++++ ENTRIES SUPPLIED ++++
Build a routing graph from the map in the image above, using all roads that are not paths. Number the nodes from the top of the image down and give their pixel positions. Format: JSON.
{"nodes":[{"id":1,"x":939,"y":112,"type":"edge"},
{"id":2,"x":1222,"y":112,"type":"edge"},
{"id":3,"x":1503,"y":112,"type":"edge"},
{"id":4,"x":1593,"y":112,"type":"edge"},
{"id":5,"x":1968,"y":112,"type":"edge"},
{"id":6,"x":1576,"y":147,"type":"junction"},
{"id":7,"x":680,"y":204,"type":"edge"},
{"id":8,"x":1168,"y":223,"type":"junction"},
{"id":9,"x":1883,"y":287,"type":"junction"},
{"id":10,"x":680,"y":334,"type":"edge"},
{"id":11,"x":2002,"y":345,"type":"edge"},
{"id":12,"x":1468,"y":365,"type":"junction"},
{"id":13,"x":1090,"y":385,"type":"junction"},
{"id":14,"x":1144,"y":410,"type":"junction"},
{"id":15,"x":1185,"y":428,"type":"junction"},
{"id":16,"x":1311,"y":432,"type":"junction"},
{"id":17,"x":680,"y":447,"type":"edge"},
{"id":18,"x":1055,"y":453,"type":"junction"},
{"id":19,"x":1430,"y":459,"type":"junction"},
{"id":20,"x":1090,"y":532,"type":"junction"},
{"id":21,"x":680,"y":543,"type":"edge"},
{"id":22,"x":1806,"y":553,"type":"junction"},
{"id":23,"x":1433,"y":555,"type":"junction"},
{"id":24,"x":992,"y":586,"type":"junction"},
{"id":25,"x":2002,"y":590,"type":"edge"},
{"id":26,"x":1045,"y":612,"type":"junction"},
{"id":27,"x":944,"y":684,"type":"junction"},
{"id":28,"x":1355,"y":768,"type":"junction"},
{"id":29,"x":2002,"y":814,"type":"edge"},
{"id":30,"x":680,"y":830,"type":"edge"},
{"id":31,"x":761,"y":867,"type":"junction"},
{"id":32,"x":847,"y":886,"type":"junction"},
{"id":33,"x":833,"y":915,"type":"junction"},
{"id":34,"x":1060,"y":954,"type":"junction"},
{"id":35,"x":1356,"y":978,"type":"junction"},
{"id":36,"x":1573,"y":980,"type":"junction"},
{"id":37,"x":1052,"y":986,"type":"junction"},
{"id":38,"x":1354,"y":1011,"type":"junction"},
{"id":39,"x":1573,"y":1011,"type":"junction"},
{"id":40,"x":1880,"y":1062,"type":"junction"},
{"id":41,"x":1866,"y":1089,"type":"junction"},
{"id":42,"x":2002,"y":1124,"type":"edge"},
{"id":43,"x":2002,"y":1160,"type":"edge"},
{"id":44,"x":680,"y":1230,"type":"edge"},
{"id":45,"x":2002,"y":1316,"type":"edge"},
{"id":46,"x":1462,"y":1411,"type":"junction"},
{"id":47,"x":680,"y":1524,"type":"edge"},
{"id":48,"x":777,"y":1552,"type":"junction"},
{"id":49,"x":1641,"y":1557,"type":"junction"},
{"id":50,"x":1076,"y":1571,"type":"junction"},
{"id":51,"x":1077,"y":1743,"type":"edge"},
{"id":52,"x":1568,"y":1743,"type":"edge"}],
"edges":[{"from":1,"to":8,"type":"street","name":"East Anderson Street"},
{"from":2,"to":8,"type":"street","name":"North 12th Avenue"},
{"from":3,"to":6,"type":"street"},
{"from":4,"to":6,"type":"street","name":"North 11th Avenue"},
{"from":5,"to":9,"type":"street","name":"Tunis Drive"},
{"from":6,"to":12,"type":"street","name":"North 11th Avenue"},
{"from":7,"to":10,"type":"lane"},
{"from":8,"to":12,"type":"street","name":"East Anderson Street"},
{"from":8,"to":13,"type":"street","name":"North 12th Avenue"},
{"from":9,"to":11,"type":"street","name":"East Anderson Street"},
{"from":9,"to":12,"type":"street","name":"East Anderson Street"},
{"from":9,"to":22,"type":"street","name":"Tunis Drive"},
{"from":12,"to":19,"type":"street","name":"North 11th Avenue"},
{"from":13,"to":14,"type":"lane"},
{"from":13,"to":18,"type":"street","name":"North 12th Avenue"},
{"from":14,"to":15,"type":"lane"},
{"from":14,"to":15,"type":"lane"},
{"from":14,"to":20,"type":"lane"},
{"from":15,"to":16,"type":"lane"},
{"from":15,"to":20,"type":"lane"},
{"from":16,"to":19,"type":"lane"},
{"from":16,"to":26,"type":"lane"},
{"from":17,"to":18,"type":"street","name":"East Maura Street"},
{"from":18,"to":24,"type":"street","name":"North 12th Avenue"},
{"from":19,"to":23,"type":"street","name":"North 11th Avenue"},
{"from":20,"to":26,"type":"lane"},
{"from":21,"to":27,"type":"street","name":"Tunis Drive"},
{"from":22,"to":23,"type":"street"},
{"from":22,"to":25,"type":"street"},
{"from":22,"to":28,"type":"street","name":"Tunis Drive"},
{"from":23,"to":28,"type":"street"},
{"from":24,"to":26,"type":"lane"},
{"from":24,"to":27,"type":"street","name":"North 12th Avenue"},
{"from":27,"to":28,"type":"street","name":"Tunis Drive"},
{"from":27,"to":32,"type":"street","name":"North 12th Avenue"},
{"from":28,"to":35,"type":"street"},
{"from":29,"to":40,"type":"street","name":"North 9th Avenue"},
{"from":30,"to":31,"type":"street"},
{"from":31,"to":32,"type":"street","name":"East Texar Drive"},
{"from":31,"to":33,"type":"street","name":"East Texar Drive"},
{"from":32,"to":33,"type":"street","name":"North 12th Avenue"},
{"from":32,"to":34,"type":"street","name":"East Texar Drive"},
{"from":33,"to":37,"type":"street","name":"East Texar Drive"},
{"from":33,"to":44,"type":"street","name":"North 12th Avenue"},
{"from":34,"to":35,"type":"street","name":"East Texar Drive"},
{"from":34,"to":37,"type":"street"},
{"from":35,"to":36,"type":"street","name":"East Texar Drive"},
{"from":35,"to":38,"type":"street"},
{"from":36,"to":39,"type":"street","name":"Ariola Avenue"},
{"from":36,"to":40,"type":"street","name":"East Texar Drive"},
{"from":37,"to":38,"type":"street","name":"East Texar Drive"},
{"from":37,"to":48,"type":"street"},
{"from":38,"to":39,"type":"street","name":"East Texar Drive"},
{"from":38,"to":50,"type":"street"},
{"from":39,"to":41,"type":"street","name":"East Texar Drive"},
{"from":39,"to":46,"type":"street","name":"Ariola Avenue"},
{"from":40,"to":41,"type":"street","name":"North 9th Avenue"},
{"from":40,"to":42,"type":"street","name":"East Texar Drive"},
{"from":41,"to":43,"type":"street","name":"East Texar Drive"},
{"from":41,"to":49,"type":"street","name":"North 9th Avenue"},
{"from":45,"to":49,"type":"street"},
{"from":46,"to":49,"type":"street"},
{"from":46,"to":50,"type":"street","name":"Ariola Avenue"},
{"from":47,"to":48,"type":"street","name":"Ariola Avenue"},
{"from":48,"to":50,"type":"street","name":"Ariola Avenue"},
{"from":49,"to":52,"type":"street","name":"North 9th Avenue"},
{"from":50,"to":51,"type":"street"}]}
++++
[YOUR OBJECTIVE]: The data above needs to be given again exactly, with no line left out.

[OUTPUT BELOW]:
Build a routing graph from the map in the image above, using all roads that are not paths. Number the nodes from the top of the image down and give their pixel positions. Format: JSON.
{"nodes":[{"id":1,"x":939,"y":112,"type":"edge"},
{"id":2,"x":1222,"y":112,"type":"edge"},
{"id":3,"x":1503,"y":112,"type":"edge"},
{"id":4,"x":1593,"y":112,"type":"edge"},
{"id":5,"x":1968,"y":112,"type":"edge"},
{"id":6,"x":1576,"y":147,"type":"junction"},
{"id":7,"x":680,"y":204,"type":"edge"},
{"id":8,"x":1168,"y":223,"type":"junction"},
{"id":9,"x":1883,"y":287,"type":"junction"},
{"id":10,"x":680,"y":334,"type":"edge"},
{"id":11,"x":2002,"y":345,"type":"edge"},
{"id":12,"x":1468,"y":365,"type":"junction"},
{"id":13,"x":1090,"y":385,"type":"junction"},
{"id":14,"x":1144,"y":410,"type":"junction"},
{"id":15,"x":1185,"y":428,"type":"junction"},
{"id":16,"x":1311,"y":432,"type":"junction"},
{"id":17,"x":680,"y":447,"type":"edge"},
{"id":18,"x":1055,"y":453,"type":"junction"},
{"id":19,"x":1430,"y":459,"type":"junction"},
{"id":20,"x":1090,"y":532,"type":"junction"},
{"id":21,"x":680,"y":543,"type":"edge"},
{"id":22,"x":1806,"y":553,"type":"junction"},
{"id":23,"x":1433,"y":555,"type":"junction"},
{"id":24,"x":992,"y":586,"type":"junction"},
{"id":25,"x":2002,"y":590,"type":"edge"},
{"id":26,"x":1045,"y":612,"type":"junction"},
{"id":27,"x":944,"y":684,"type":"junction"},
{"id":28,"x":1355,"y":768,"type":"junction"},
{"id":29,"x":2002,"y":814,"type":"edge"},
{"id":30,"x":680,"y":830,"type":"edge"},
{"id":31,"x":761,"y":867,"type":"junction"},
{"id":32,"x":847,"y":886,"type":"junction"},
{"id":33,"x":833,"y":915,"type":"junction"},
{"id":34,"x":1060,"y":954,"type":"junction"},
{"id":35,"x":1356,"y":978,"type":"junction"},
{"id":36,"x":1573,"y":980,"type":"junction"},
{"id":37,"x":1052,"y":986,"type":"junction"},
{"id":38,"x":1354,"y":1011,"type":"junction"},
{"id":39,"x":1573,"y":1011,"type":"junction"},
{"id":40,"x":1880,"y":1062,"type":"junction"},
{"id":41,"x":1866,"y":1089,"type":"junction"},
{"id":42,"x":2002,"y":1124,"type":"edge"},
{"id":43,"x":2002,"y":1160,"type":"edge"},
{"id":44,"x":680,"y":1230,"type":"edge"},
{"id":45,"x":2002,"y":1316,"type":"edge"},
{"id":46,"x":1462,"y":1411,"type":"junction"},
{"id":47,"x":680,"y":1524,"type":"edge"},
{"id":48,"x":777,"y":1552,"type":"junction"},
{"id":49,"x":1641,"y":1557,"type":"junction"},
{"id":50,"x":1076,"y":1571,"type":"junction"},
{"id":51,"x":1077,"y":1743,"type":"edge"},
{"id":52,"x":1568,"y":1743,"type":"edge"}],
"edges":[{"from":1,"to":8,"type":"street","name":"East Anderson Street"},
{"from":2,"to":8,"type":"street","name":"North 12th Avenue"},
{"from":3,"to":6,"type":"street"},
{"from":4,"to":6,"type":"street","name":"North 11th Avenue"},
{"from":5,"to":9,"type":"street","name":"Tunis Drive"},
{"from":6,"to":12,"type":"street","name":"North 11th Avenue"},
{"from":7,"to":10,"type":"lane"},
{"from":8,"to":12,"type":"street","name":"East Anderson Street"},
{"from":8,"to":13,"type":"street","name":"North 12th Avenue"},
{"from":9,"to":11,"type":"street","name":"East Anderson Street"},
{"from":9,"to":12,"type":"street","name":"East Anderson Street"},
{"from":9,"to":22,"type":"street","name":"Tunis Drive"},
{"from":12,"to":19,"type":"street","name":"North 11th Avenue"},
{"from":13,"to":14,"type":"lane"},
{"from":13,"to":18,"type":"street","name":"North 12th Avenue"},
{"from":14,"to":15,"type":"lane"},
{"from":14,"to":15,"type":"lane"},
{"from":14,"to":20,"type":"lane"},
{"from":15,"to":16,"type":"lane"},
{"from":15,"to":20,"type":"lane"},
{"from":16,"to":19,"type":"lane"},
{"from":16,"to":26,"type":"lane"},
{"from":17,"to":18,"type":"street","name":"East Maura Street"},
{"from":18,"to":24,"type":"street","name":"North 12th Avenue"},
{"from":19,"to":23,"type":"street","name":"North 11th Avenue"},
{"from":20,"to":26,"type":"lane"},
{"from":21,"to":27,"type":"street","name":"Tunis Drive"},
{"from":22,"to":23,"type":"street"},
{"from":22,"to":25,"type":"street"},
{"from":22,"to":28,"type":"street","name":"Tunis Drive"},
{"from":23,"to":28,"type":"street"},
{"from":24,"to":26,"type":"lane"},
{"from":24,"to":27,"type":"street","name":"North 12th Avenue"},
{"from":27,"to":28,"type":"street","name":"Tunis Drive"},
{"from":27,"to":32,"type":"street","name":"North 12th Avenue"},
{"from":28,"to":35,"type":"street"},
{"from":29,"to":40,"type":"street","name":"North 9th Avenue"},
{"from":30,"to":31,"type":"street"},
{"from":31,"to":32,"type":"street","name":"East Texar Drive"},
{"from":31,"to":33,"type":"street","name":"East Texar Drive"},
{"from":32,"to":33,"type":"street","name":"North 12th Avenue"},
{"from":32,"to":34,"type":"street","name":"East Texar Drive"},
{"from":33,"to":37,"type":"street","name":"East Texar Drive"},
{"from":33,"to":44,"type":"street","name":"North 12th Avenue"},
{"from":34,"to":35,"type":"street","name":"East Texar Drive"},
{"from":34,"to":37,"type":"street"},
{"from":35,"to":36,"type":"street","name":"East Texar Drive"},
{"from":35,"to":38,"type":"street"},
{"from":36,"to":39,"type":"street","name":"Ariola Avenue"},
{"from":36,"to":40,"type":"street","name":"East Texar Drive"},
{"from":37,"to":38,"type":"street","name":"East Texar Drive"},
{"from":37,"to":48,"type":"street"},
{"from":38,"to":39,"type":"street","name":"East Texar Drive"},
{"from":38,"to":50,"type":"street"},
{"from":39,"to":41,"type":"street","name":"East Texar Drive"},
{"from":39,"to":46,"type":"street","name":"Ariola Avenue"},
{"from":40,"to":41,"type":"street","name":"North 9th Avenue"},
{"from":40,"to":42,"type":"street","name":"East Texar Drive"},
{"from":41,"to":43,"type":"street","name":"East Texar Drive"},
{"from":41,"to":49,"type":"street","name":"North 9th Avenue"},
{"from":45,"to":49,"type":"street"},
{"from":46,"to":49,"type":"street"},
{"from":46,"to":50,"type":"street","name":"Ariola Avenue"},
{"from":47,"to":48,"type":"street","name":"Ariola Avenue"},
{"from":48,"to":50,"type":"street","name":"Ariola Avenue"},
{"from":49,"to":52,"type":"street","name":"North 9th Avenue"},
{"from":50,"to":51,"type":"street"}]}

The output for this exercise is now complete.